Baron Fuenté

Ogni tanto le favole diventano realtà.

È indubbiamente il caso di questa maison e del suo capolavoro, premiato al prestigioso Concours de Bruxelles 2010 come miglior Champagne. Tradotto: le migliori bollicine al mondo. Il vino potete comprarlo e godervelo quando vi pare, e non costa neanche tanto, per il suo livello, anzi: a 33 euro trovate anche bollicine di medio livello, mentre qui siamo al top assoluto. Invece, la favola, se volete sentirla, ve la racconto.

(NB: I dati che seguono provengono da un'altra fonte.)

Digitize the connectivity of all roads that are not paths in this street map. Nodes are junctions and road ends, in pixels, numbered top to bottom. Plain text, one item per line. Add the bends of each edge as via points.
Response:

La maison dei Baron, antica famiglia adagiata sui colli di Reims, esisteva da secoli, quando un suo rampollo, Gabriel, nel non lontanissimo 1966, decise di sposarsi con una straniera: la bellissima, andalusa señorita Dolores Fuente. Il patriarca non si scompose. Al contrario, regalò un ettaro di vigne  alla coppia, come dire, altro che un brindisi: cinque, seimila bottiglie all’anno!

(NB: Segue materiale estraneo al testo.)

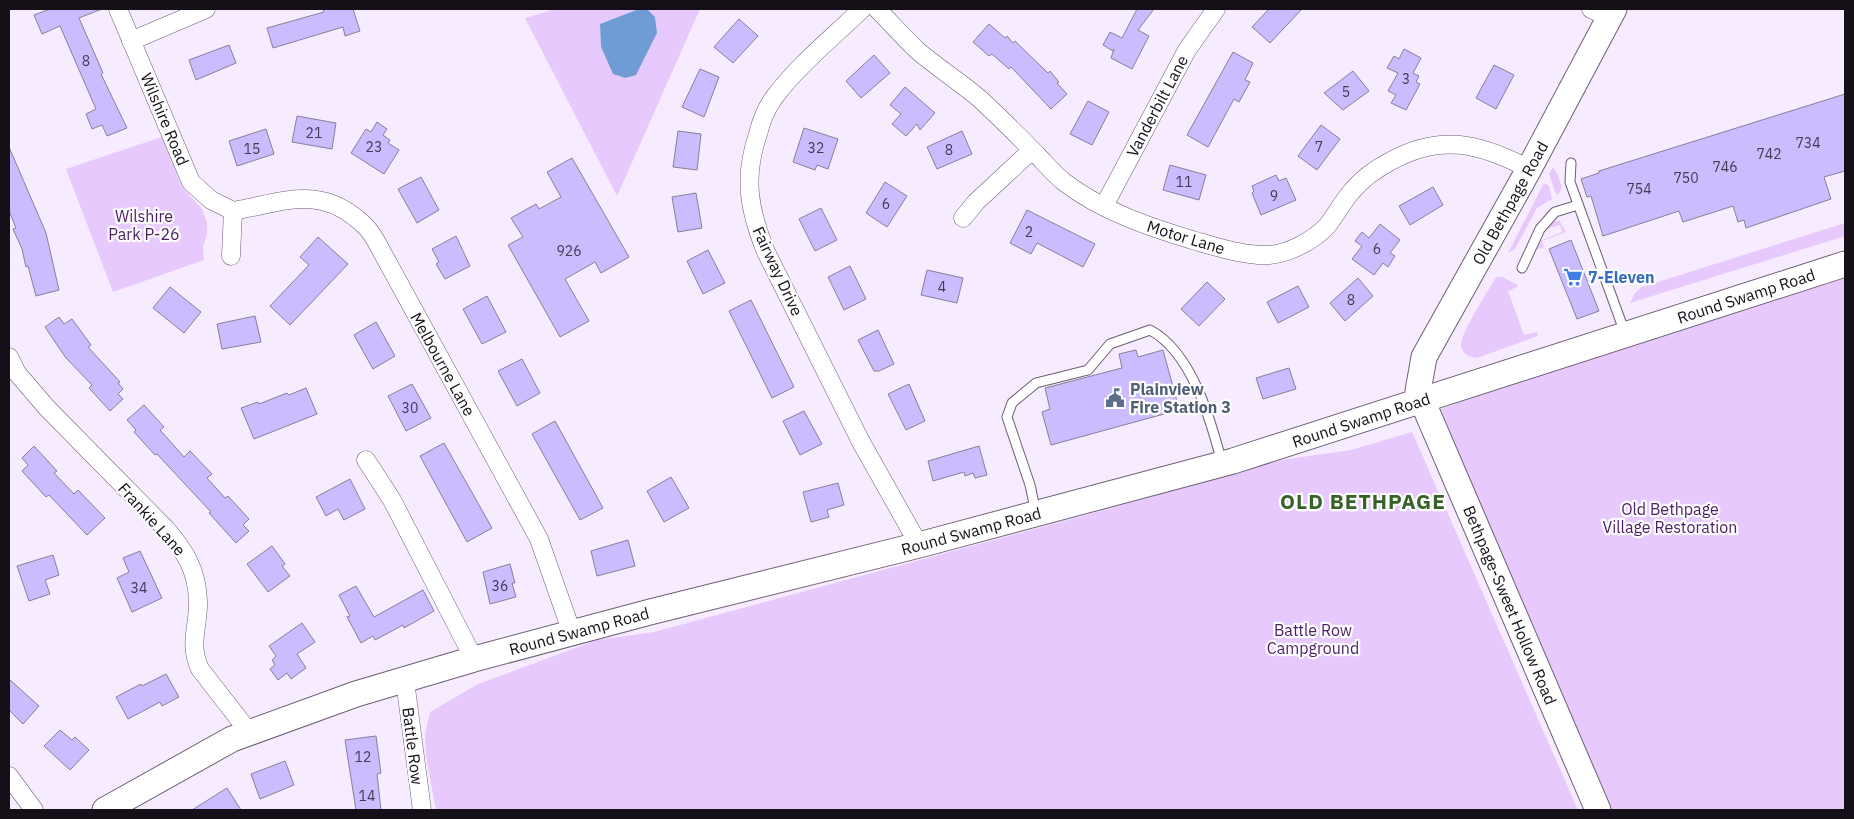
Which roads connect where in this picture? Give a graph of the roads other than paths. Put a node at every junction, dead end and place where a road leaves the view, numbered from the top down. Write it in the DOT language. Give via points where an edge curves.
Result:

Nacquero così i primi Champagne etichettati Baron Fuenté, con un accento abusivamente sciovinista, giusto per sembrare del tutto francese. Da allora fu un crescendo rossiniano. Oggi la super-coppia possiede 35 ettari di paradiso e produce il miglior champagne del mondo. Si potrebbe dire “e vissero tutti felici e contenti”. E la cosa bella è che in quel “tutti”, quando stappiamo una loro bottiglia, ci siamo anche noi!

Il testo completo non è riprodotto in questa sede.